The danger is that this flow pulls us further and further away from the places we need to be, unaware of the spaces we physically inhabit. Both worlds share this passivity; we go along with what’s happening, barely questioning it. Over time, that passivity seeps into how we live. We stop paying attention to what’s around us. And that’s where things get unsettling.
Amidst looming environmental collapse and rapid technological change, this loss of attention to the natural world is deeply concerning. I aim to capture this precarious moment— a threshold where humanity teeters between transformation and oblivion. My paintings invite viewers to reflect on our collective experience and the fragile state of our connection to the real, both within and beyond ourselves.
Sadie Quinn
BIO
Sadie Quinn is a painter and researcher based in Montreal. Most recently, she has exhibited in Dreamscapes at Erga Gallery (Montreal) and La Foudre at Westlab+ Gallery (Bushwick, New York). Alongside her painting practice, Sadie is pursuing a Master’s degree as a media scholar at Carleton University. In this role, she spends a lot of time thinking about forest fires, photography, and anti-imperialism. In the summer of 2024, her research and aesthetic inquiries merged at the Romany Eveleigh Residency in Baie-Saint-Paul.
STATEMENT
Enamoured by the process of experimenting with colour and form, I have focused my studio work on figurative oil painting for the past several years. I create works through collaging sketches from memory and imagination, art historical references, archival research, and primary photography. Working alla prima, I prioritize immediacy, ensuring my brushwork and colour choices remain intuitive and lively. I explore relationships between sombre and electric hues, toggling between the embrace of naturalistic and mystical colour schemes.

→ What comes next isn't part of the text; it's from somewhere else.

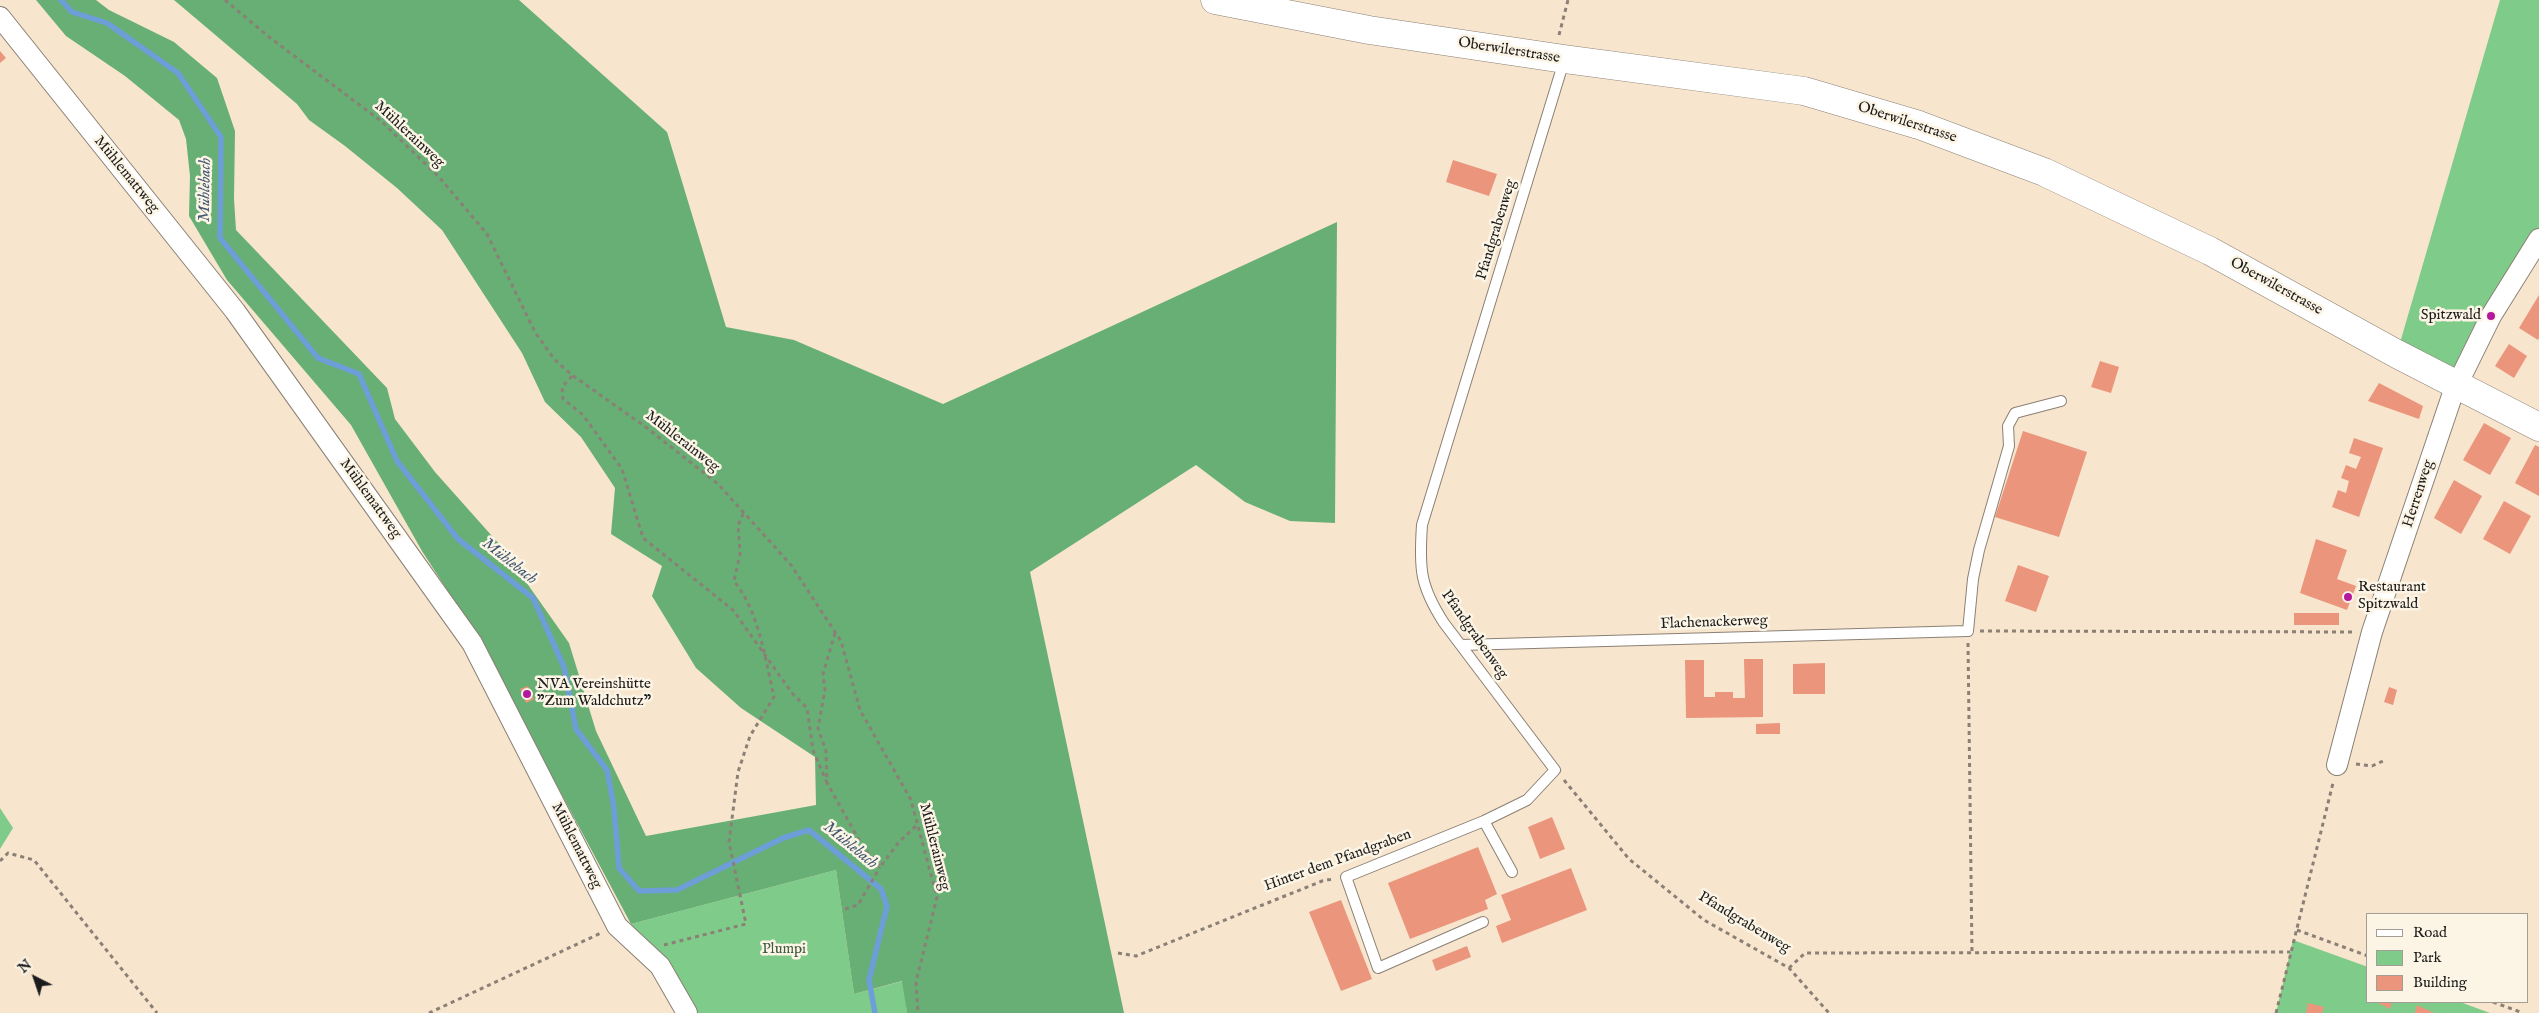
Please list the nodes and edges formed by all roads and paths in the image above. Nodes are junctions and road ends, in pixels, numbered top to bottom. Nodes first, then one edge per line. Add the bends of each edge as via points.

With the tender guidance of esoteric frameworks, such as dream analysis and tarot, my process is practice-led and dictates how compositions and ideas are refined. My series Dreamscapes and Remnants (2022-23) is a particular example of this, where I explored early childhood memories alongside recent dreams to examine how my relationships to land and death developed. After sustained exploration, each painting ultimately distills the narratives into simple, tense moments that are both haunting and nostalgic
Currently, I am interested in collapsing the boundaries between intuitive studio work and theoretical research in environmental humanities and media studies. In 2024, parallel to my thesis, I began fusing imagery of ecological disasters with tarot symbolism to reimagine fire as both destruction and renewal. This ongoing body of work reflects on how, in the Anthropocene, “all that is solid melts into air”—be it deep-time decay warming our atmosphere, the simplicity of a photograph, or a horse made of two men. Like tarot, my paintings balance symbolism and openness, using the human form—through expressive gestures—to both observe and reveal.
xavier ludd
BIO
xavier ludd is an anti-artist based out of brooklyn, new york. they balance a tightrope between enthusiastic domesticity and aggressive rebellion while making work out of any medium they can get their hands on. xavier is currently cycling through cocktails of prescription medicines and failing to learn how to swim. you can find them on socials @transforattention or on their website at hidingfromgod.com
STATEMENT
i create autoethnographic artworks combining photography, residues of action, and found or altered objects in order to objectify aspects of human experience. utilizing religious symbolism and text, i portray the ritualistic experience of making as an exorcism of the experiential from the self. my work exists in the bend between sharing information and withholding it, the elbow of personal and universal experiences, and the crook of representation and reality.